Meteen nadat Ligeti zijn plannen op papier heeft gezet, begint hij in februari 1958 aan de realisatie van Artikulation. De compositie dankt zijn status als sleutelwerk vooral aan het feit dat Ligeti afwijkt van de seriële methode zoals onder andere Stockhausen die destijds verdedigde en waarbij elk klinkend detail te herleiden valt tot een globaal diagram. Artikulation is weliswaar gebouwd op een serieel grondplan, maar de selectie van klankmaterialen wordt daarin niet beschreven. De precieze materiaalkeuze wordt immers aan het toeval overgelaten. Vertrekkende van de synthetische fonemen die hij in de studio opwekt, ontwerpt Ligeti 42 types basismaterialen, die volgens een vooraf vastgesteld plan op kleine tapefragmenten worden gerealiseerd. Dit levert een veelheid aan klanksnippers op, die op grond van sonore overeenkomsten onderverdeeld worden in verschillende bakken. Daaruit worden vervolgens willekeurig fragmenten gekozen, die Ligeti samenvoegt tot langere segmenten die hij vervolgens weer opdeelt. Dat procedé herhaalt hij over verschillende stadia heen: ‘klanken’ worden gecombineerd tot ‘teksten’ die zich laten opsplitsen in ‘woorden’; ‘woorden’ worden vervolgens herschikt tot ‘talen’, die verknipt worden tot de ‘zinnen’ waarin het werk uiteindelijk geformuleerd wordt.
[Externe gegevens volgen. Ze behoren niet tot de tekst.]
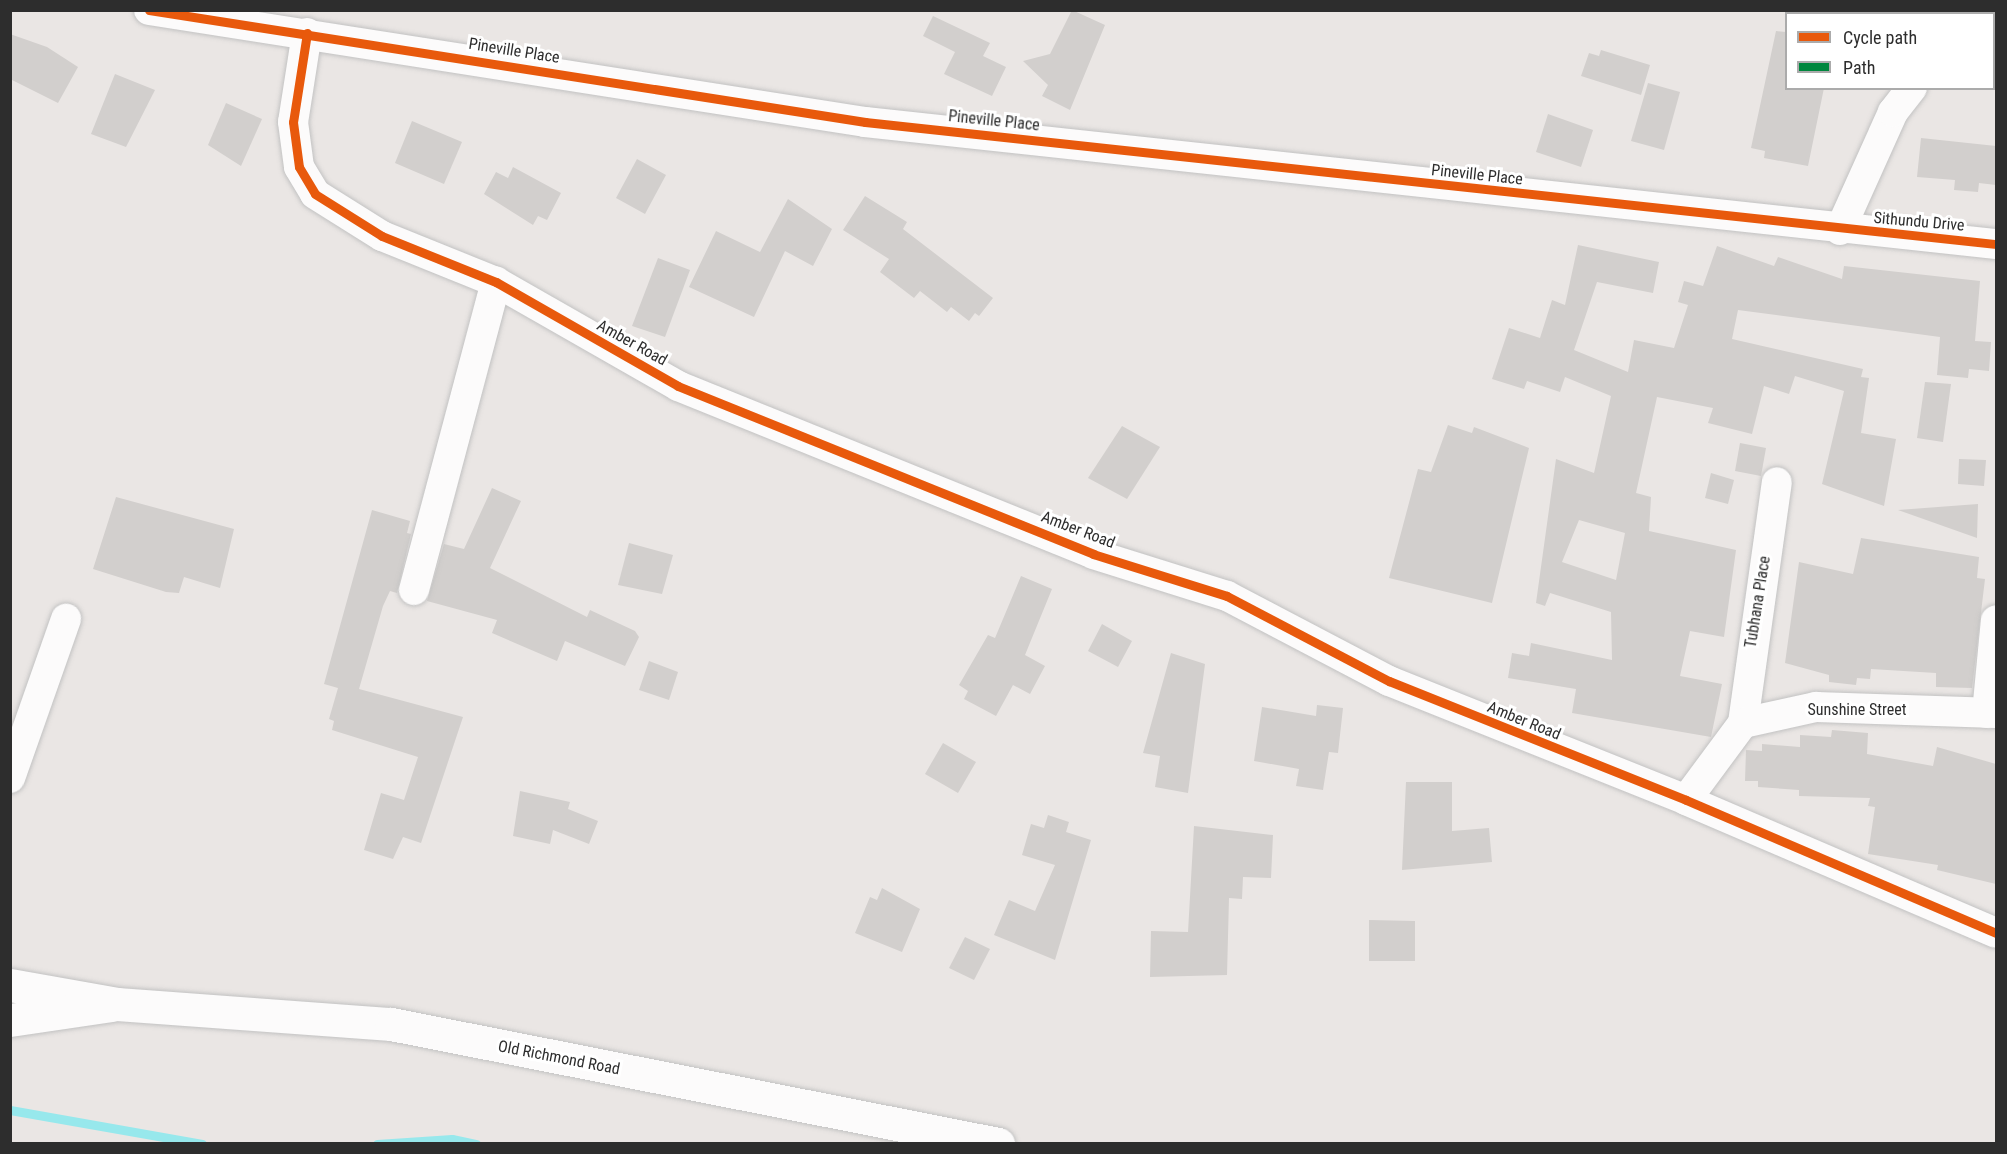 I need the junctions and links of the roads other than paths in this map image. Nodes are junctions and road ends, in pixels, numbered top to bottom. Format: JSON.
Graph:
{"nodes":[{"id":1,"x":149,"y":10,"type":"edge"},
{"id":2,"x":307,"y":33,"type":"junction"},
{"id":3,"x":1910,"y":90,"type":"edge"},
{"id":4,"x":1840,"y":230,"type":"junction"},
{"id":5,"x":1996,"y":244,"type":"edge"},
{"id":6,"x":496,"y":282,"type":"junction"},
{"id":7,"x":1777,"y":482,"type":"dead end"},
{"id":8,"x":414,"y":590,"type":"dead end"},
{"id":9,"x":66,"y":619,"type":"dead end"},
{"id":10,"x":1996,"y":620,"type":"edge"},
{"id":11,"x":1992,"y":713,"type":"edge"},
{"id":12,"x":1743,"y":723,"type":"junction"},
{"id":13,"x":10,"y":778,"type":"edge"},
{"id":14,"x":1686,"y":800,"type":"junction"},
{"id":15,"x":1996,"y":933,"type":"edge"},
{"id":16,"x":10,"y":985,"type":"edge"},
{"id":17,"x":117,"y":1004,"type":"junction"},
{"id":18,"x":10,"y":1020,"type":"edge"},
{"id":19,"x":998,"y":1143,"type":"edge"}],
"edges":[{"from":1,"to":2,"type":"street","name":"Pineville Place"},
{"from":2,"to":4,"type":"street","name":"Pineville Place"},
{"from":2,"to":6,"type":"street","name":"Amber Road"},
{"from":3,"to":4,"type":"street"},
{"from":4,"to":5,"type":"street","name":"Sithundu Drive"},
{"from":6,"to":8,"type":"street"},
{"from":6,"to":14,"type":"street","name":"Amber Road"},
{"from":7,"to":12,"type":"street","name":"Tubhana Place"},
{"from":9,"to":13,"type":"street"},
{"from":10,"to":11,"type":"street"},
{"from":11,"to":12,"type":"street","name":"Sunshine Street"},
{"from":12,"to":14,"type":"street"},
{"from":14,"to":15,"type":"street","name":"Amber Road"},
{"from":16,"to":17,"type":"street","name":"Old Richmond Road"},
{"from":17,"to":18,"type":"street","name":"Old Richmond Road"},
{"from":17,"to":19,"type":"street","name":"Old Richmond Road"}]}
Artikulation gaat kort na voltooiing in première: op 25 maart 1958 is de compositie te horen als onderdeel van de concertreeks Musik der Zeit van de WDR. Op 4 september van hetzelfde jaar wordt het werk uitgevoerd tijdens de Internationale Ferienkurse für Neue Musik in Darmstadt. Een stereoversie van de oorspronkelijk quadrafonische compositie verschijnt later ook als opname. Artikulation is een succes: onder andere Stockhausen toont zich – ondanks steeds duidelijkere stilistische verschillen met zijn eigen werk – een groot bewonderaar van de compositie. Hij gebruikt ze zelfs jarenlang als voorbeeld in lezingen en radiouitzendingen. Maar ook Ligeti beschouwt Artikulation als zijn beste en meest grondige elektronische werk.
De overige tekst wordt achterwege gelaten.